A final example to show that only while in office could Obasanjo display some power. In contrast to the fact that, after leaving Aso Rock, he could not sustain himself as self-imposed chairman of PDP’s Board of Truatees, the same Obasanjo, throughout his eight-year tenure, appointed and removed the party’s national chairman as he fancied. He removed the only elected national chairman who, ironically, oversaw the party’s national convention, which violated the party’s constitution to earn him the nomination, late Solomon Lar. Within a few months, Obasanjo replaced Lar with Bernabas Gemade, who did not last, as he was replaced with Vincent Ogbulafor. Humiliated out of office, Ogbulafor gave way to Audu Ogbeh as the new PDP national chairman, who would not play ball for Obasanjo’s third term agenda. The final choice after Ogbeh fell on retired Col. Ahmadu All. With a bogus electoral or political value of their mentor, aspiring members of the so-called third force will eventually discover that they are on a journey to nowhere.
Overall, Nigerians are being told that the first is not good, the second is a non-starter and yet there is no alternative. Such lack of seriousness was the major reason Buhari was being asked by Obasanjo not to contest the 2019 elections. So ridiculous.
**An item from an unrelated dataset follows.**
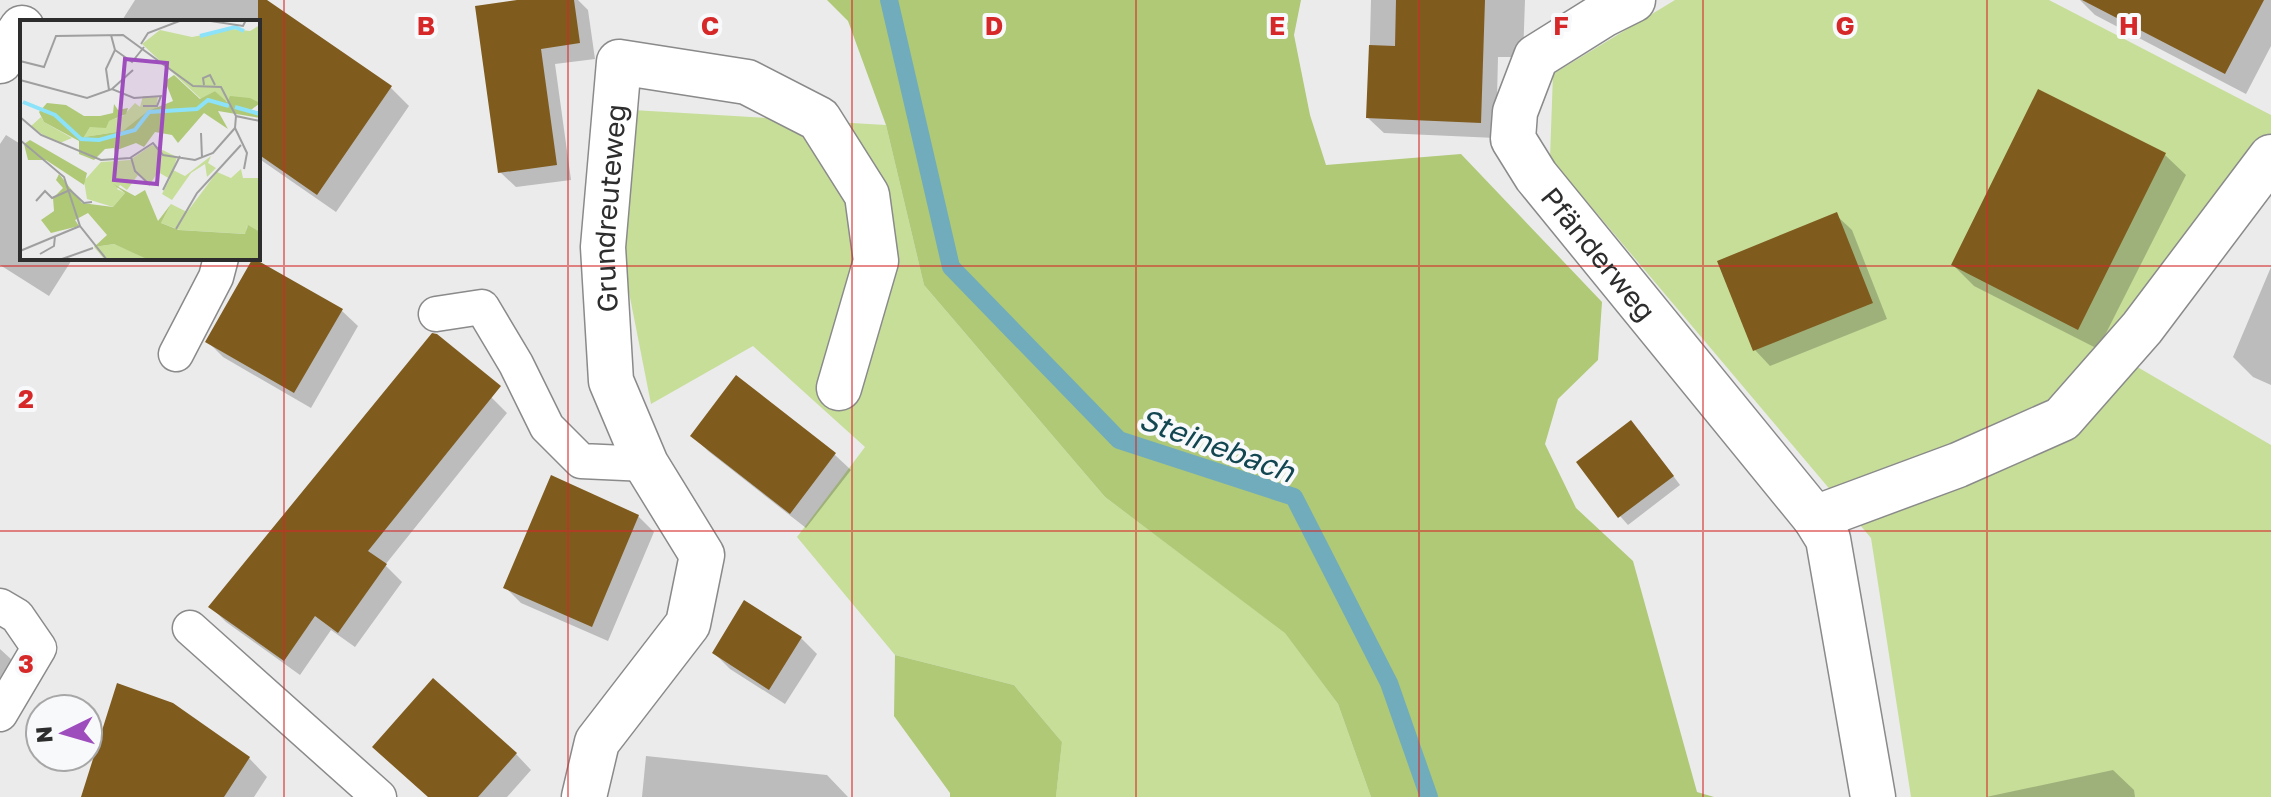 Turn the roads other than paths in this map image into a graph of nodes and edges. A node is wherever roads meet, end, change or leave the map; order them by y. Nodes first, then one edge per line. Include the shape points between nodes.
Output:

Postscript: Why is everybody scampering over the prospects of direct military clash between the United States and Russia, which is flaunted as portending third world war? Only last year, it suited the two powers to be simultaneously bombing the same Syria to the advantage of each country’s favoured Syrians. Hundreds died. Anyway, where were you in 1961 when America’s John Kennedy and Soviet Union’s Nikita Kruschev unnecessarily hyped the world into alarming frenzy over the Cuban missiles crisis? Then, suddenly, both sides piped down. The whole “gra gra” is no more than what it is, “gra gra.” Nobody wants to witness the nuclear option because nobody might survive to tell the story.